Bundan sonra okul yolunda kapalı, okulda açık, evde tekrar kapanacaktım. Her günüm bu şekilde, bir yakınımız görecek korkusuyla geçti. Bu şekildeyken derslerim de aksamıştı ve akli dengemi günden güne yitirir olmuştum.

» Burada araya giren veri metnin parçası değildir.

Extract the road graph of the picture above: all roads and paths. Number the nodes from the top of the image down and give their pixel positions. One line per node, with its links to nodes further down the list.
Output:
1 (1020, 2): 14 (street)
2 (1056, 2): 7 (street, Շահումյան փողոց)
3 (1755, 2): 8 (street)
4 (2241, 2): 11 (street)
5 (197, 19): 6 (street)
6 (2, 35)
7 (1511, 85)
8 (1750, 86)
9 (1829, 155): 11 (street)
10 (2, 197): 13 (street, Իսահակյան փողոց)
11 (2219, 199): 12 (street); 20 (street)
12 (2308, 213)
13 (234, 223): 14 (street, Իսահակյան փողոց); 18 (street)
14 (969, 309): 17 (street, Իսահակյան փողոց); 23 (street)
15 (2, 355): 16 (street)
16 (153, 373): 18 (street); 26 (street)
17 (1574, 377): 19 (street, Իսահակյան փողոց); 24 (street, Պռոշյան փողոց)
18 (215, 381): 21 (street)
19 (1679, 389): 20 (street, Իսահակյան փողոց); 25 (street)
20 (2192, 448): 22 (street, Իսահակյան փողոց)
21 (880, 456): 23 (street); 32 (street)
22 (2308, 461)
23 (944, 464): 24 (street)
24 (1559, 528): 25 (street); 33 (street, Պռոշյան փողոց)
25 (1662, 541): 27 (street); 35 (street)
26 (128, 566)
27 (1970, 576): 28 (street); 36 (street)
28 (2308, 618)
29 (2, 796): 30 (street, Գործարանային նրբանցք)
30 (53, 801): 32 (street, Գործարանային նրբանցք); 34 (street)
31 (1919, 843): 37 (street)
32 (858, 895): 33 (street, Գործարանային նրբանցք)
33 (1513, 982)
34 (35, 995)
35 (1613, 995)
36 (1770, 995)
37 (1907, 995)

Kasımdan sonraki aylar su gibi geldi geçti. Haziranda sınava girdim, yeterli düzeyde bir puan ve sıralama elde edememiştim. Aileme ve tanıdıklara bölümü, sıralamamı, puanımı yalan söyleyip durdum. Yalan söylemeseydim çeşitli haklarımı elimden alacaklarından emindim. Üni. tercih zamanı geldi ve tercih verdim, tercihim tuttu. Tutan bölümü ve şehri aileme söylediğimde “Boş bölüm ve çok uzak” gerekçesiyle göndermediler. Bu zamana kadar hiçbir dersimle ilgilenmeyen ailem ne hikmetse “Aileye yakışır bir üniversitede” okumam gerektiğini söylüyor, hatta tehdit ediyorlardı. Karar verdim, kaçacaktım evden ve üniversiteme yerleşecektim. Fakat… planlarım tutmadı. Tutan tek şey kaçış sürecinde babamın niyetimi anlamasıyla hattımı iptal etmesi ve annemle ortak telefon kullanmaya başlamam oldu. Üniversiteye gidemedim. Şu an hâlâ kayıtlıyım. Fakat tüm bu kötü olaylara rağmen burayı, sizleri keşfettim. İyi insanların hâlâ var olduğuna dair umudum tam bitmişken burs başvurunuza denk geldim, başvurdum.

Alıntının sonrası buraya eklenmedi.